Looking forward to my trip there in a few weeks. Any other placements in the Q?


----------



## HuntClub (Sep 24, 2012)

Q results
1. 15 Maverick O/Skibber H/Langerud
2. 3 Beans O/Seivert H/Langerud
3. 9 Pepper O/Dayton H/Ledford
4. 6 GoFar O/H Parrott
RJ. 4 Reba O/Willard H/Avant
Jams. 20, 13, 14


----------



## Riverwatch (Apr 22, 2013)

Congrats to all placements and JAMs at the Q!!!!

Congrats to Hannah/Paul, Jennifer and Ashley Panichi on the JAM!

Congrats to Ziggy/Owners Tim & Shannon Thurby and Handler Scott Harp on the JAM!


----------



## Robert Dozier (Mar 24, 2009)

Any Open news?


----------



## TonyRodgz (Feb 8, 2010)

I was just inform that #30 Stinger got 2nd at the AM. What a young dog. Hugh congrats to Fred and Stinger and the rest of the placements.


----------



## Gwen Jones (Jun 19, 2004)

Gemstone's Stimulus Bailout ' CASH " got an AM 4th with owner handler Milton Jones!! Go Cash Man.


----------



## Brent McDowell (Jul 2, 2008)

Gwen Jones said:


> Gemstone's Stimulus Bailout ' CASH " got an AM 4th with owner handler Milton Jones!! Go Cash Man.
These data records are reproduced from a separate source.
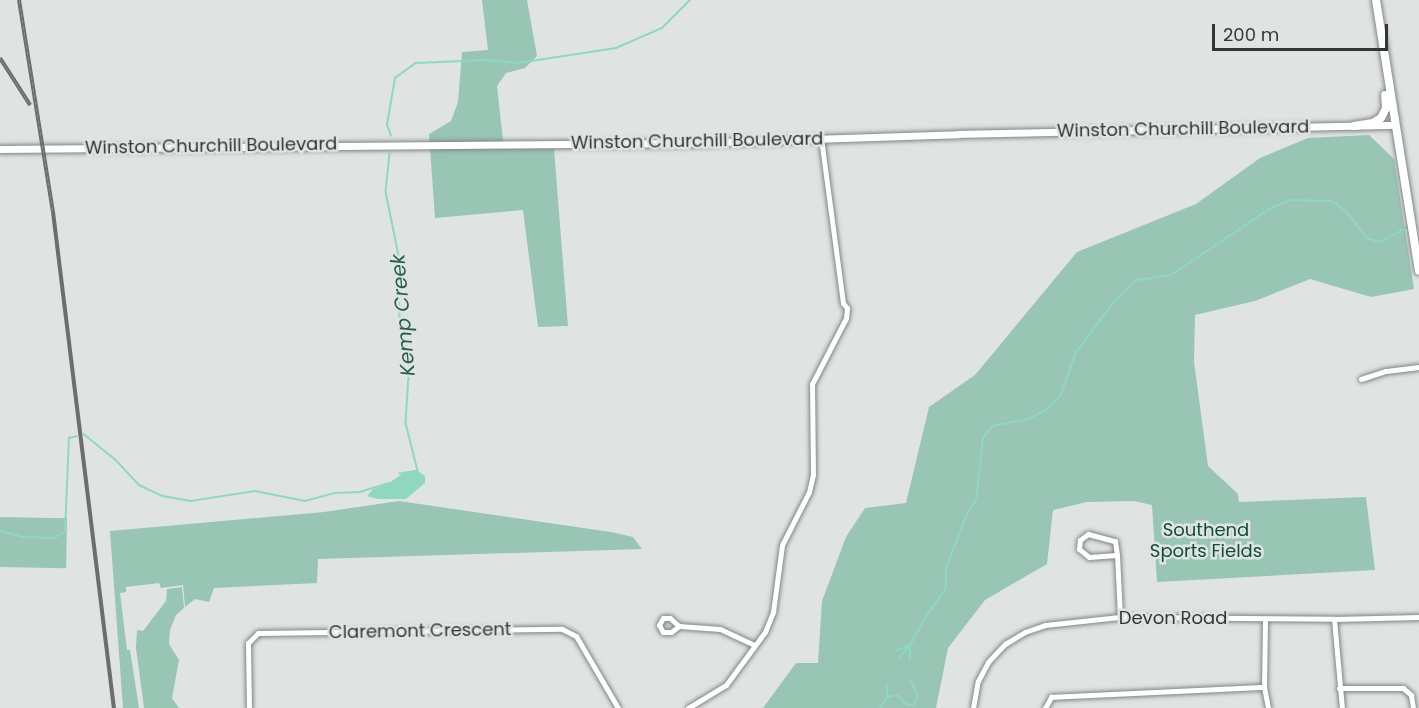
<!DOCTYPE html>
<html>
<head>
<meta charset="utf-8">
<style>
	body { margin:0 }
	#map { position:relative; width:1419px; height:708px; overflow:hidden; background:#dfe4e2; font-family:Poppins,sans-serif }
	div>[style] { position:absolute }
	.green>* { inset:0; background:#99c5b5; transform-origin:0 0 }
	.water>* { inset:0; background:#8fd8bf }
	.stream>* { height:1.5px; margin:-0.75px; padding:0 0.75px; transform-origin:0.75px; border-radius:0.75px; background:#8fd8bf }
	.roads { filter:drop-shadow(0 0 2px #828685) drop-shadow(0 0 2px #828685) }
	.minor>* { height:5px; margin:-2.5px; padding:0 2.5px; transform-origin:2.5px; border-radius:2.5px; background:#fff }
	.secondary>* { height:7px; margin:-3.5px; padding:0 3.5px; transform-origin:3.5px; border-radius:3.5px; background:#fff }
	.primary>* { height:8px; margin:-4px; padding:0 4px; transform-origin:4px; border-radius:4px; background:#fff }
	.rail>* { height:4px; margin-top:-2px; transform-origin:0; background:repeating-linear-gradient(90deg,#dfe4e2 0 4.5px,#6b6e6d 0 9px); box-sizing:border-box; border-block:2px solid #6b6e6d }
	span { translate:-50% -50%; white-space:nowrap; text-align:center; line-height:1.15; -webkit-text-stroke:5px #dfe4e2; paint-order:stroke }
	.street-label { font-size:18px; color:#343635 }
	.park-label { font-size:18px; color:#0f4c3c }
	.water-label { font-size:20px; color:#265f4e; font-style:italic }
	.scale { position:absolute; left:1212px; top:24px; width:176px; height:27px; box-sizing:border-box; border:3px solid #343635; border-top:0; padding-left:8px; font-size:18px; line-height:21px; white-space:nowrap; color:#343635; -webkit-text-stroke:4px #dfe4e2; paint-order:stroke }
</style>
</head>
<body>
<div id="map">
	<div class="green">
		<div style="clip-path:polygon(482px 0,527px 0,537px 56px,525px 68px,506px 73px,497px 86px,504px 149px,554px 149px,568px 326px,538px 327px,523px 210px,435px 218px,429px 134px,451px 121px,458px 102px,462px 52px,488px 50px)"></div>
		<div style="clip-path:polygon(1369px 135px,1394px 159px,1414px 289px,1371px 297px,1310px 279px,1255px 301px,1195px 315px,1194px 362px,1208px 466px,1238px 494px,1239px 502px,1366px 497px,1375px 570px,1157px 582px,1152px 505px,1134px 501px,1087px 502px,1053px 510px,1047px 564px,985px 600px,948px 648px,936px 708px,763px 708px,796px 663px,818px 663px,822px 601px,846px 537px,865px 508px,906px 503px,929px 407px,975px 375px,1077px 252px,1196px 204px,1260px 158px,1308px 138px)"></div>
		<div style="clip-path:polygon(399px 501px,611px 532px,633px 537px,642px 549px,318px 559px,317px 583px,214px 588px,209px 602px,195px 599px,185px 607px,183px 585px,161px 588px,159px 583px,126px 587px,126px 592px,120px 593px,127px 650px,130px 650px,139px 708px,123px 708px,110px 531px,324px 512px)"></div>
		<div style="left:0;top:517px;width:67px;height:50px;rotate:1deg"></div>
		<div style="clip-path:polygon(182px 587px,184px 608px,176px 615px,170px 630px,169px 644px,179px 660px,172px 698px,179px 708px,144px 708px,136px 648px,137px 630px,143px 631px,166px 601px,167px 589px)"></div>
	</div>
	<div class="water">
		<div style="clip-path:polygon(418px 471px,425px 476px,425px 483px,406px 499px,377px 499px,367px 496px,373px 489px,389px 483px,405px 472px)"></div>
	</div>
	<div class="stream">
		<div style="left:391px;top:136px;width:12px;rotate:-110deg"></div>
		<div style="left:387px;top:125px;width:48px;rotate:-80.3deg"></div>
		<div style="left:395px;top:78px;width:26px;rotate:-36deg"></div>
		<div style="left:416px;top:63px;width:71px;rotate:-2.4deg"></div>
		<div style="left:487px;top:60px;width:31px;rotate:6deg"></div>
		<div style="left:518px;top:63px;width:99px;rotate:-8.7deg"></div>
		<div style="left:616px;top:48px;width:50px;rotate:-23.5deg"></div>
		<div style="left:662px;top:28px;width:40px;rotate:-45deg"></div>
		<div style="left:390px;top:154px;width:38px;rotate:96deg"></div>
		<div style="left:386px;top:192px;width:65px;rotate:78.5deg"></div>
		<div style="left:399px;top:256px;width:61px;rotate:89.1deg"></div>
		<div style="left:400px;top:317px;width:44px;rotate:76.9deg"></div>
		<div style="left:410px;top:360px;width:63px;rotate:93.6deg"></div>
		<div style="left:406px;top:423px;width:49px;rotate:76deg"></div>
		<div style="left:418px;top:471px;width:18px;rotate:171deg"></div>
		<div style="left:84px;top:434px;width:40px;rotate:39deg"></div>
		<div style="left:115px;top:459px;width:35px;rotate:47deg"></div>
		<div style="left:139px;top:485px;width:26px;rotate:25deg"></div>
		<div style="left:163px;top:496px;width:28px;rotate:10deg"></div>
		<div style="left:191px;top:501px;width:65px;rotate:-8.9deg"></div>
		<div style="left:255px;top:491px;width:51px;rotate:11.3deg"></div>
		<div style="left:305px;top:501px;width:30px;rotate:-15deg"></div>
		<div style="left:334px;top:493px;width:26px;rotate:-2deg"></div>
		<div style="left:360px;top:492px;width:30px;rotate:-17deg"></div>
		<div style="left:0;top:531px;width:24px;rotate:15deg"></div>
		<div style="left:23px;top:537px;width:31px;rotate:2deg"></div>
		<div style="left:54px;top:538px;width:13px;rotate:-29deg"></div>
		<div style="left:65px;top:532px;width:94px;rotate:-87.6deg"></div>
		<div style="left:69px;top:438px;width:8px;rotate:-14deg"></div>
		<div style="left:898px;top:650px;width:12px;rotate:-20deg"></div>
		<div style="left:899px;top:658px;width:16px;rotate:-47deg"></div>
		<div style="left:910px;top:660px;width:15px;rotate:-90deg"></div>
		<div style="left:910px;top:645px;width:38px;rotate:-60deg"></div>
		<div style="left:929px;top:612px;width:29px;rotate:-54deg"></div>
		<div style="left:946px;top:589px;width:21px;rotate:-90deg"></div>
		<div style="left:946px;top:568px;width:60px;rotate:-68.6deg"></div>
		<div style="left:968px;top:512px;width:14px;rotate:-54deg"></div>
		<div style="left:976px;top:501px;width:63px;rotate:-83.7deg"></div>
		<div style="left:983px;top:438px;width:16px;rotate:-50deg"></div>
		<div style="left:993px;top:426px;width:37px;rotate:-11deg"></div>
		<div style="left:1029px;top:419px;width:21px;rotate:-28deg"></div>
		<div style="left:1048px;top:409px;width:19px;rotate:-47deg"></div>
		<div style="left:1061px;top:395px;width:43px;rotate:-71.1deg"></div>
		<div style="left:1075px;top:354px;width:64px;rotate:-53.3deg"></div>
		<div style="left:1113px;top:303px;width:33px;rotate:-44deg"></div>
		<div style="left:1137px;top:280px;width:34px;rotate:-8deg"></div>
		<div style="left:1171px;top:275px;width:120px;rotate:-33.8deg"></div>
		<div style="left:1271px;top:208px;width:22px;rotate:-22deg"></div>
		<div style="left:1291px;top:200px;width:41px;rotate:1.4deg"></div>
		<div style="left:1332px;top:201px;width:17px;rotate:36deg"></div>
		<div style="left:1346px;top:211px;width:34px;rotate:52deg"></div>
		<div style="left:1367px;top:238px;width:14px;rotate:17deg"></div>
		<div style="left:1380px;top:242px;width:32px;rotate:-28deg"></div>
		<div style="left:887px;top:685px;width:11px;rotate:85deg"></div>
		<div style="left:880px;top:708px;width:14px;rotate:-54deg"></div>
		<div style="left:888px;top:697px;width:9px;rotate:-13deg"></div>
		<div style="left:897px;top:695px;width:15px;rotate:42deg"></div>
		<div style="left:908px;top:705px;width:7px;rotate:-8deg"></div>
		<div style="left:915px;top:704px;width:8px;rotate:-76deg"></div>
		<div style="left:917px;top:696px;width:17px;rotate:-111deg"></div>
	</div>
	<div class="roads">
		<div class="minor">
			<div style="left:1361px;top:379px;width:26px;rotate:-18deg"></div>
			<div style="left:1386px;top:371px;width:33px;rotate:-7deg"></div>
			<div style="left:1117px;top:555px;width:28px;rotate:176deg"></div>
			<div style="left:1089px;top:557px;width:13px;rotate:-141deg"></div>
			<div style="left:1079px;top:549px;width:9px;rotate:-84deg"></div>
			<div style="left:1080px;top:540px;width:10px;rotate:-37deg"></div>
			<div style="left:1088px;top:534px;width:28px;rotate:15deg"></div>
			<div style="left:1115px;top:541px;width:14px;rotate:82deg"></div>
			<div style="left:1117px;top:555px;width:62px;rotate:87.2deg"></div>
			<div style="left:663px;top:618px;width:7px"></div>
			<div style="left:670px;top:618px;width:12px;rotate:42deg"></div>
			<div style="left:679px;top:626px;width:10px;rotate:143deg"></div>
			<div style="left:671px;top:632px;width:8px;rotate:180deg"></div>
			<div style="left:663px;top:632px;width:8px;rotate:-120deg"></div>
			<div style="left:659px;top:625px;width:8px;rotate:-60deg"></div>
			<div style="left:1265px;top:619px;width:68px;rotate:90.8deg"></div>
			<div style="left:1264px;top:687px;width:21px;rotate:79deg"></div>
			<div style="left:1334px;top:619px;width:89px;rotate:84.9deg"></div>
			<div style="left:679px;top:626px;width:41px;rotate:4.2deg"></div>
			<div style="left:720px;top:629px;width:38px;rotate:25deg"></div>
			<div style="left:1339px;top:688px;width:64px"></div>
			<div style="left:1403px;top:688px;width:11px;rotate:41deg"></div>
			<div style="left:1411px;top:695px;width:13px;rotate:81deg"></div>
			<div style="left:249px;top:708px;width:65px;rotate:-90.9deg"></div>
			<div style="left:248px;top:643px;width:14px;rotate:-45deg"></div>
			<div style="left:258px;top:633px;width:304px;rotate:-0.8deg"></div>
			<div style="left:562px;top:629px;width:16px;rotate:27deg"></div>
			<div style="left:576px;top:636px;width:83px;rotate:59.7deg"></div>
			<div style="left:688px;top:708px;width:44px;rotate:-31.2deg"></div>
			<div style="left:726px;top:685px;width:66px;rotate:-53.7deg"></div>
			<div style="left:765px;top:632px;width:22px;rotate:-68deg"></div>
			<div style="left:773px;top:612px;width:68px;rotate:-82.3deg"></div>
			<div style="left:782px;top:545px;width:59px;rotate:-63deg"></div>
			<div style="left:809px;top:492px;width:17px;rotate:-77deg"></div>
			<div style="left:813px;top:475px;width:91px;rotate:-90.6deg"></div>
			<div style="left:812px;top:384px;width:74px;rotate:-62.7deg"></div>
			<div style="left:846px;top:318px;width:10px;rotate:-84deg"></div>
			<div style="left:847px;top:308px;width:6px;rotate:-129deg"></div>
			<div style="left:843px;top:303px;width:166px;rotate:-97.6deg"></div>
			<div style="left:973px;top:708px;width:27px;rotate:-80deg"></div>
			<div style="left:978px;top:681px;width:21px;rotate:-62deg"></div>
			<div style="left:988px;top:662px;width:25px;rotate:-47deg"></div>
			<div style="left:1005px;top:644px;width:23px;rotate:-31deg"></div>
			<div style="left:1025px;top:632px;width:21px;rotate:-19deg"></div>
			<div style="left:1045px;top:625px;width:75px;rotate:-6.1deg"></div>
			<div style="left:1120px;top:617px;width:214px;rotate:0.5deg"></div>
			<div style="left:1334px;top:619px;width:85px;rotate:-1.3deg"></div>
			<div style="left:1045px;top:708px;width:13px;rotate:-61deg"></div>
			<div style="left:1051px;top:697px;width:213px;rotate:-2.7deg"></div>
		</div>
		<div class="secondary">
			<div style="left:0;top:149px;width:691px;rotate:-0.5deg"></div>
			<div style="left:691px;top:143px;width:267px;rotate:-1.9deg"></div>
			<div style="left:958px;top:134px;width:437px;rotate:-1.2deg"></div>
		</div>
		<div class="primary">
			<div style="left:1376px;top:0;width:274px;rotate:81deg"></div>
			<div style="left:1354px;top:126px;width:19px;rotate:-9deg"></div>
			<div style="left:1373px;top:123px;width:9px;rotate:-32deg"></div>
			<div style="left:1381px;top:118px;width:11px;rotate:-63deg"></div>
			<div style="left:1386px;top:108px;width:13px;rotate:-94deg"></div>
		</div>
	</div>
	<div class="rail">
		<div style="left:19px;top:0;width:215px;rotate:80.9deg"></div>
		<div style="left:53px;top:212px;width:500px;rotate:83deg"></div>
		<div style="left:0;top:58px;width:56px;rotate:57.4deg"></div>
	</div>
	<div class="street-label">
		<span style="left:1183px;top:129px;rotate:-1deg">Winston Churchill Boulevard</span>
		<span style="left:697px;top:141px;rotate:-1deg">Winston Churchill Boulevard</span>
		<span style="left:211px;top:146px;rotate:-1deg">Winston Churchill Boulevard</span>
		<span style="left:1173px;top:618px">Devon Road</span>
		<span style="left:420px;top:631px;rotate:-1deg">Claremont Crescent</span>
	</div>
	<div class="park-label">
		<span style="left:1206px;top:541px">Southend<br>Sports Fields</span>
	</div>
	<div class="water-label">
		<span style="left:403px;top:315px;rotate:-95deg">Kemp Creek</span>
	</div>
	<div class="scale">200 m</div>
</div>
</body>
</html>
Way to go Milton and Cash! Congratulations!


----------



## C Torinus (Jun 19, 2010)

Amateur 
1. Yogi Louie Churak
2. Stinger Kampo
3. 41 Ace Medford
4. Cash Milton Jones
RJ 5 Plug 
JAMs 10-11-15-16-22-29-31


----------



## TroyFeeken (May 30, 2007)

Way to go Louie!


----------



## Frank Jones (Feb 17, 2004)

Congratulations, Milton and Cash!

rita


----------



## Jay Dufour (Jan 19, 2003)

Congrats all !!! Yay Milton and Cash !!


----------



## Bill Billups (Sep 13, 2003)

Congrats to Milton and Cash!


----------



## Clay Warren (Nov 3, 2009)

Any open placements? I cant find them posted yet


----------